Reserve Bank of India (RBI) recently released a paper highlighting the impact of foreign currency movements on Indian corporates.
Rupee appreciation is considered to be a good sign for an economy like India where the imports are larger than the exports. As imports get cheaper when rupee appreciates, the corporates are likely to benefit. This is barring sectors such as IT and pharma, which rely more on exports. Amongst the things we import, the most crucial is oil.
But, in a scenario, where the rupee declines, our oil bill goes up. This then has a direct bearing on fuel costs in the country and everything that depends on fuel, also sees prices going up. Rupee depreciation also becomes a problem for companies who have too much foreign debt on their books as the value of debt in rupee terms goes up.
Forex movements also have an impact on the gross non-performing assets (NPA) of banks. Lets understand the same with the help of an example. China, recently, devalued its currency, the Yuan. A weaker Chinese currency is likely to mean reduced competitiveness of goods manufactured in rest of the world. Add to that the fact that there could be the dumping of commodities from China to other markets including India. And put further pressure on commodity companies in India, which are already grappling with the problem of low prices. Recently, a report by Credit Suisse highlighted the steel sector to be a key source of stress for banks in FY16 as well as FY17. As on date, banks' total exposure to the steel sector stands at a whopping Rs 3,000 bn. That of SBI alone stands at little over Rs 757 bn as on June 2015.
As per an article published in Livemint, the corporate profitability during 2002-07 was impacted more by firm specific factors such as firm size, leverage ratio and liquidity ratio. However, although currency movements were a relevant factor even in that period, the impact was not as high as seen in the post 2009 period. Post 2009, the domestic economy has become more integrated with the global economy. It has also become more sensitive to external shocks. And thus, volatile foreign exchange movements have more of an impact on the profitability of India Inc than what they did earlier.
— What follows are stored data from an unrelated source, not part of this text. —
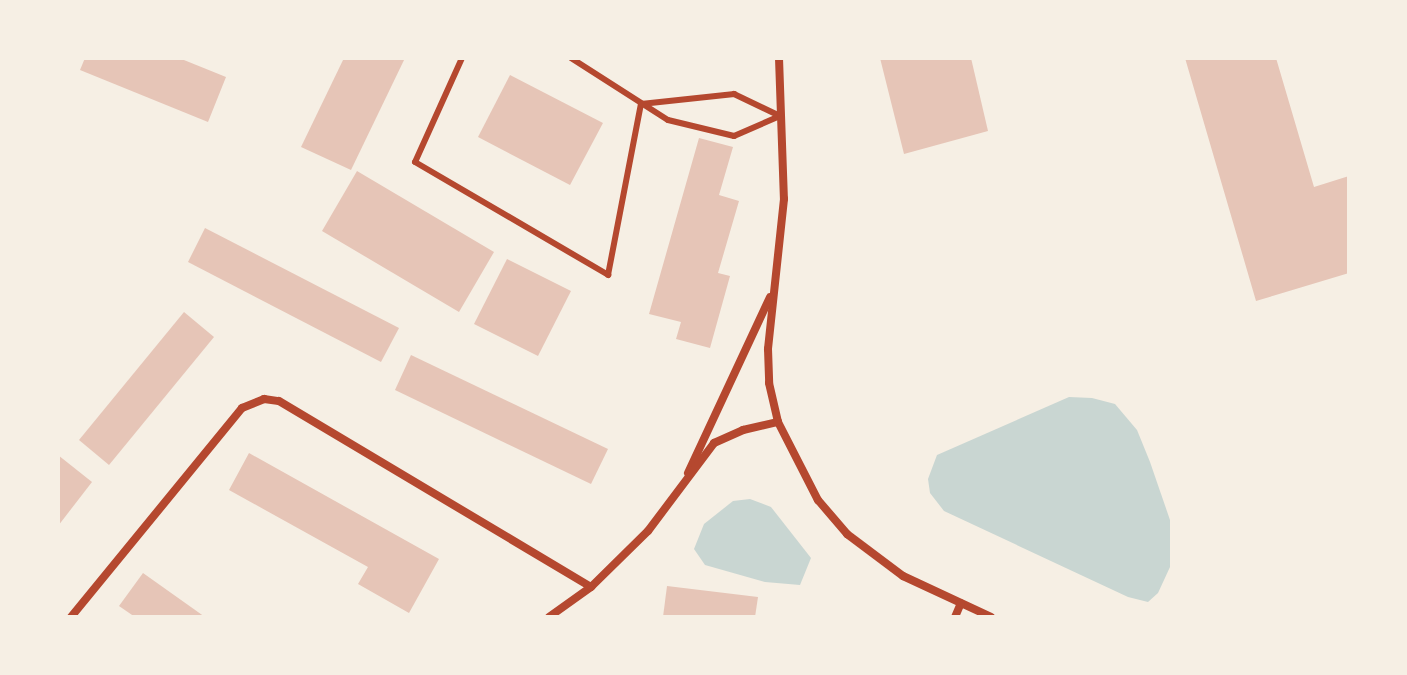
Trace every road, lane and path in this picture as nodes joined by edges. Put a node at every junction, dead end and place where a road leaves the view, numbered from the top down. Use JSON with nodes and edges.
{"nodes":[{"id":1,"x":462,"y":58,"type":"edge"},
{"id":2,"x":571,"y":58,"type":"edge"},
{"id":3,"x":779,"y":58,"type":"edge"},
{"id":4,"x":641,"y":104,"type":"junction"},
{"id":5,"x":780,"y":116,"type":"junction"},
{"id":6,"x":775,"y":285,"type":"junction"},
{"id":7,"x":778,"y":422,"type":"junction"},
{"id":8,"x":680,"y":489,"type":"junction"},
{"id":9,"x":591,"y":587,"type":"junction"},
{"id":10,"x":961,"y":603,"type":"junction"},
{"id":11,"x":71,"y":617,"type":"edge"},
{"id":12,"x":549,"y":617,"type":"edge"},
{"id":13,"x":955,"y":617,"type":"edge"},
{"id":14,"x":991,"y":617,"type":"edge"}],
"edges":[{"from":1,"to":4,"type":"lane"},
{"from":2,"to":4,"type":"lane"},
{"from":3,"to":5,"type":"street"},
{"from":4,"to":5,"type":"lane"},
{"from":4,"to":5,"type":"lane"},
{"from":5,"to":6,"type":"street"},
{"from":6,"to":7,"type":"street"},
{"from":6,"to":8,"type":"street"},
{"from":7,"to":8,"type":"street"},
{"from":7,"to":10,"type":"street"},
{"from":8,"to":9,"type":"street"},
{"from":9,"to":11,"type":"street"},
{"from":9,"to":12,"type":"street"},
{"from":10,"to":13,"type":"street"},
{"from":10,"to":14,"type":"street"}]}
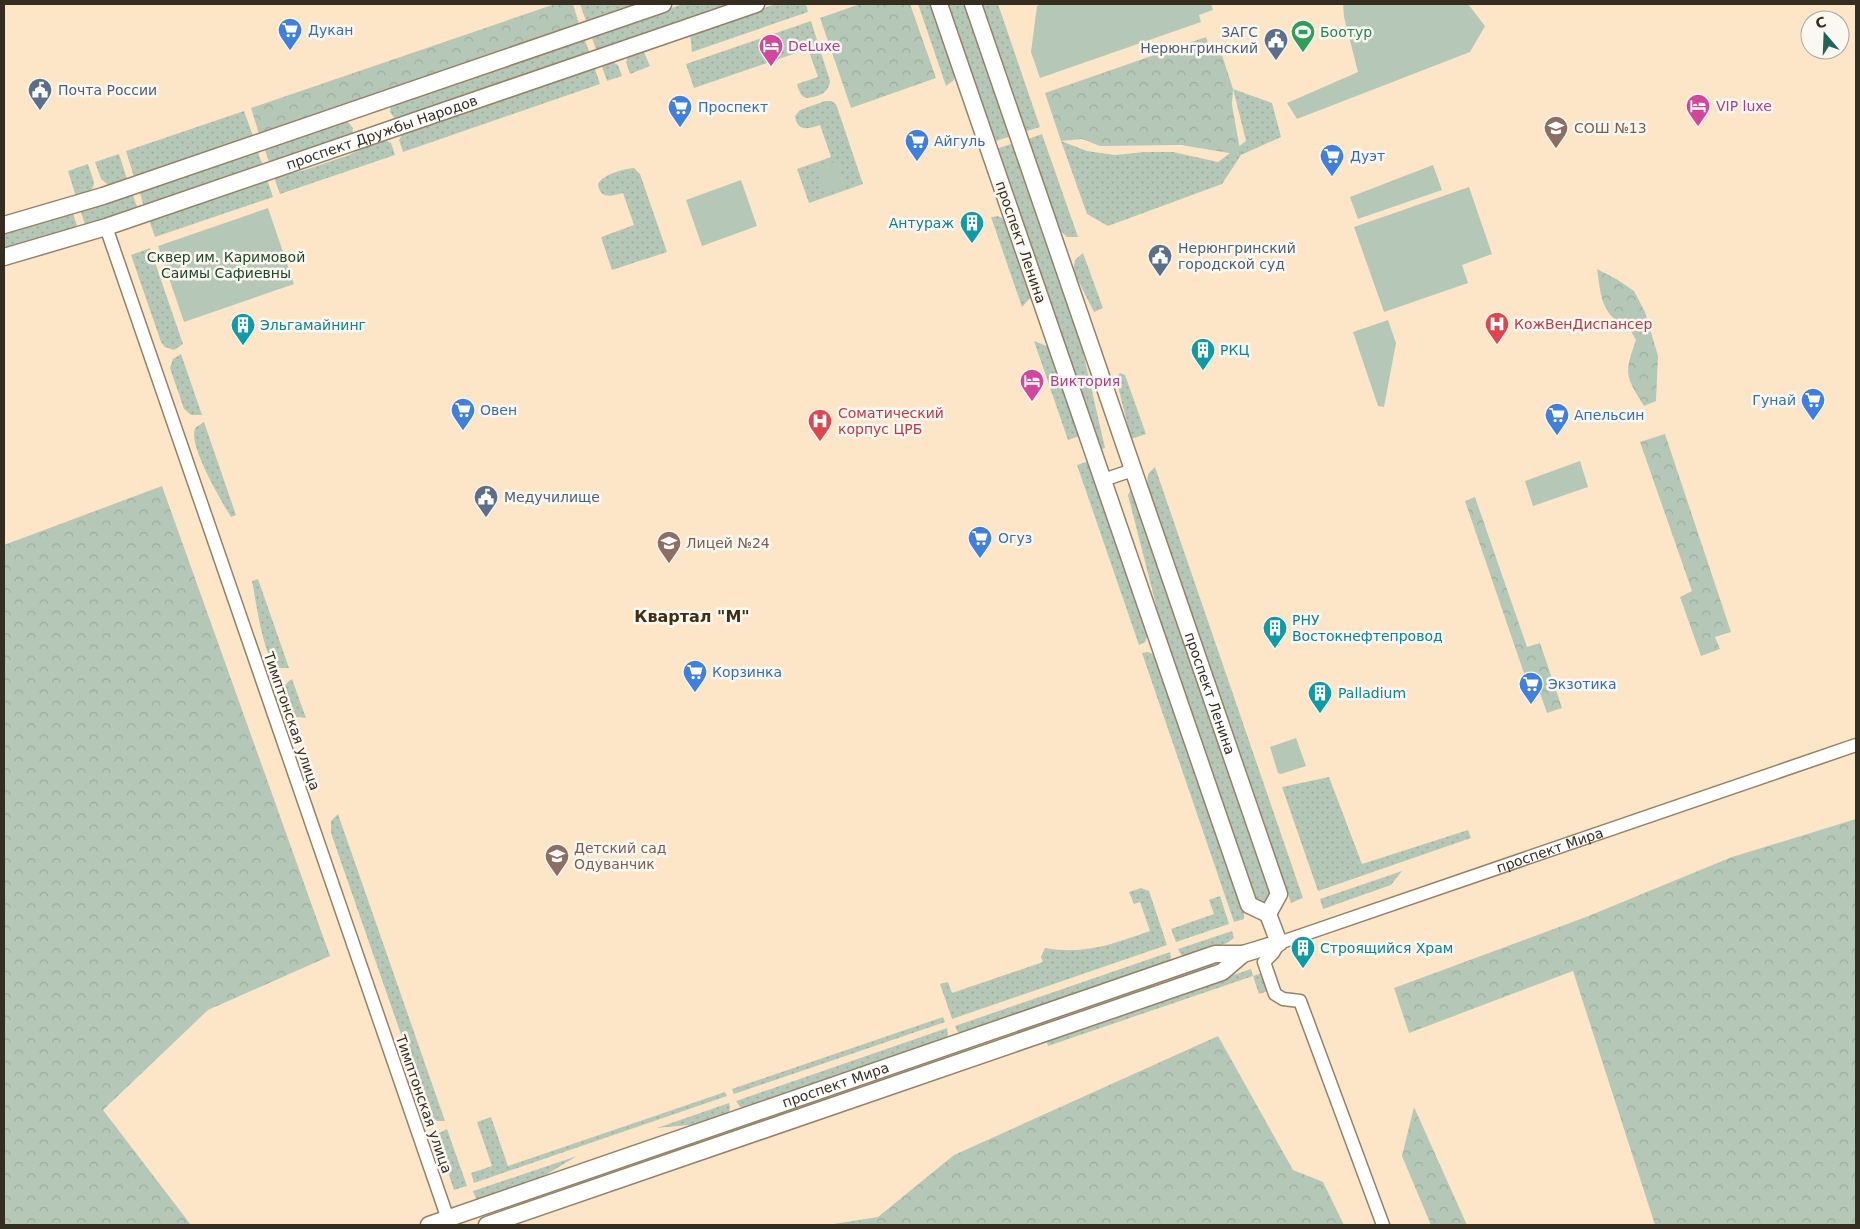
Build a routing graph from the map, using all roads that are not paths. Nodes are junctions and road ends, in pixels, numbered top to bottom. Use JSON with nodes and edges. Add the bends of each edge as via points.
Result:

The increased sensitivity of Indian companies to exchange rate movements is a key reason behind RBI's insistence that companies hedge their forex exposure. Along with repeated warnings on the issue, RBI has also asked banks to make higher provisions against unhedged exposure of their clients. This has led to banks pushing their clients towards hedging exposures. The hedging ratio of Indian companies increased to around 39% of total foreign currency exposure in 2014-15, compared with 15% the previous year.
It is difficult to take a call on the direction of the rupee. But investors would do well to keep a tab on the extent to which a company's business is exposed to foreign currency movements. The other thing that they need to watch out for is the amount of foreign debt that companies have on their books. And then, among other things, make their investment decisions accordingly.